Reproduce nothing but the lines from the one with "Road topology of" down to the last line of the data below.

#### Source records:
--------
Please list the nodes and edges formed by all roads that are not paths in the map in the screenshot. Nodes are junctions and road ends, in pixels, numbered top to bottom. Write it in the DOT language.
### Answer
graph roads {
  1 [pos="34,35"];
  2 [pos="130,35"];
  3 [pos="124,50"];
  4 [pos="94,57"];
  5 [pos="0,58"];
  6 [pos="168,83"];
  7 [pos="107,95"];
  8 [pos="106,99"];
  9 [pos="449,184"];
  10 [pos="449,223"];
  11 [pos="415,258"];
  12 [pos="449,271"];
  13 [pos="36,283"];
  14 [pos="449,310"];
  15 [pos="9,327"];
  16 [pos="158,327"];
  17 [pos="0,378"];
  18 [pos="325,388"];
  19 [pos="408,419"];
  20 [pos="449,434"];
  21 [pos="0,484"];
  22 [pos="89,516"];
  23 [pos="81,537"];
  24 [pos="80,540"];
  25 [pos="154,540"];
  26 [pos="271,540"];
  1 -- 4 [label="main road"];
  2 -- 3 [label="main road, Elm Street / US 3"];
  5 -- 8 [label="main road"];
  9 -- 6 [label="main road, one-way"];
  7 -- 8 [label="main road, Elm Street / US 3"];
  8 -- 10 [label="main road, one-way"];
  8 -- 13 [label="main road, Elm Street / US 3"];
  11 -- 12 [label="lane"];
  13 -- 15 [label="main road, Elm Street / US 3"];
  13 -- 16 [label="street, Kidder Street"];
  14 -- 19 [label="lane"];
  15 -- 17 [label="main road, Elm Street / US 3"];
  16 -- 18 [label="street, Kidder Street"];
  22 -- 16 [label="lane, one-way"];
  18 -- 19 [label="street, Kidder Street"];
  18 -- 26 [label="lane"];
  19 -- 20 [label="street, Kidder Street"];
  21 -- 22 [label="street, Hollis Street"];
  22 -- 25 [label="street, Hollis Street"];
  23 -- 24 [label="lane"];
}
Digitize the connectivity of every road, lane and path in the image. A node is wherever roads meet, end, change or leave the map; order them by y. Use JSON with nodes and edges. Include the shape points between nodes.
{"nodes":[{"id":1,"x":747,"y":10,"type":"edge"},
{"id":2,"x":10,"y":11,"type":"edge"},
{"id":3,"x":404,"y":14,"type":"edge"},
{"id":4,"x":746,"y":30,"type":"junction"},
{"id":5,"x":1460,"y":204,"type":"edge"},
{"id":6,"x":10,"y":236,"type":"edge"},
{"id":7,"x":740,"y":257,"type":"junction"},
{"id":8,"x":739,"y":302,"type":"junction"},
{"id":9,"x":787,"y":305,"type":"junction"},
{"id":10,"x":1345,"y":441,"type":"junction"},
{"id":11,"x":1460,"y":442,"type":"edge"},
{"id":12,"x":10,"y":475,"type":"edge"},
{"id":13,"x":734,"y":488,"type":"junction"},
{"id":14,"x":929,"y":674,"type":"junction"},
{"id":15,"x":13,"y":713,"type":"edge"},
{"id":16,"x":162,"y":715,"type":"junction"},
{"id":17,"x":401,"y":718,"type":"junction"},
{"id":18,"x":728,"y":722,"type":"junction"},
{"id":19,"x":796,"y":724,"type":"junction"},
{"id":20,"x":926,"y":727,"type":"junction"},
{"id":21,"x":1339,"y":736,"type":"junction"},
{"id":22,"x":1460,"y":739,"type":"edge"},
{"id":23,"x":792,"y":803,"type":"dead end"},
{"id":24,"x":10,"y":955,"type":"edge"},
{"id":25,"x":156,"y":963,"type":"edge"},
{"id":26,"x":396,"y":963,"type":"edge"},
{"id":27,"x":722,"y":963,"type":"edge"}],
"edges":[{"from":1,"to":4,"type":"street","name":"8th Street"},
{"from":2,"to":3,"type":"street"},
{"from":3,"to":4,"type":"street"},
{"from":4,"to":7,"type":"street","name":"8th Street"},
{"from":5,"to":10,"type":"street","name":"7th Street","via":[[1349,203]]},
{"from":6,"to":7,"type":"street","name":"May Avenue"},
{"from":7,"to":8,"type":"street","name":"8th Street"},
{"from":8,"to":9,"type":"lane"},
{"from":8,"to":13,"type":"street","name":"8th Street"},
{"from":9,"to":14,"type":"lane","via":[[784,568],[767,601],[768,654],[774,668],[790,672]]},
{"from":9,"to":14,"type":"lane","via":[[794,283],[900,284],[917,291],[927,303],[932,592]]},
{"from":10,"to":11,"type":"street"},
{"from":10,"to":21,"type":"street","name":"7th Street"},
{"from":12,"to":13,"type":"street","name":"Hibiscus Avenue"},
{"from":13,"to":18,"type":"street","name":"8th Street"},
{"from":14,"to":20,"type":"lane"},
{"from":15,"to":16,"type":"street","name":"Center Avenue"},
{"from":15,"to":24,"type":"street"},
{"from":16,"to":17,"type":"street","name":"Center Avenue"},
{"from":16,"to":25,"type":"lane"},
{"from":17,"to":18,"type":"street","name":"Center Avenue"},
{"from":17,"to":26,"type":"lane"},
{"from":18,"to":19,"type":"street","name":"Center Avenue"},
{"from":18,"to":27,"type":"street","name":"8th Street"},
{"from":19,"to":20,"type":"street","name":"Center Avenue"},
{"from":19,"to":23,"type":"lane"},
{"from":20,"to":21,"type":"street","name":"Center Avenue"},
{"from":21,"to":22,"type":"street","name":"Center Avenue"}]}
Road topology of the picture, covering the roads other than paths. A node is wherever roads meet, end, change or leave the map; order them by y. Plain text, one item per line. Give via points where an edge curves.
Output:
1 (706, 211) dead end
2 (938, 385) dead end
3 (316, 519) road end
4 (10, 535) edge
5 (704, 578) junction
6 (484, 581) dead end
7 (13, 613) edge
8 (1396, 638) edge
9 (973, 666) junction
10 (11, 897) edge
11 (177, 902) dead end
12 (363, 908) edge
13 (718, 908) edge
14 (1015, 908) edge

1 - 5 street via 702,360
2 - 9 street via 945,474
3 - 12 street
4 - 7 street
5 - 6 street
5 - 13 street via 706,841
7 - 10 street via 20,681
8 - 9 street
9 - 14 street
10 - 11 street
--------
#### Exercise solution:
Road topology of the picture, covering the roads other than paths. A node is wherever roads meet, end, change or leave the map; order them by y. Plain text, one item per line. Give via points where an edge curves.
Output:
1 (706, 211) dead end
2 (938, 385) dead end
3 (316, 519) road end
4 (10, 535) edge
5 (704, 578) junction
6 (484, 581) dead end
7 (13, 613) edge
8 (1396, 638) edge
9 (973, 666) junction
10 (11, 897) edge
11 (177, 902) dead end
12 (363, 908) edge
13 (718, 908) edge
14 (1015, 908) edge

1 - 5 street via 702,360
2 - 9 street via 945,474
3 - 12 street
4 - 7 street
5 - 6 street
5 - 13 street via 706,841
7 - 10 street via 20,681
8 - 9 street
9 - 14 street
10 - 11 street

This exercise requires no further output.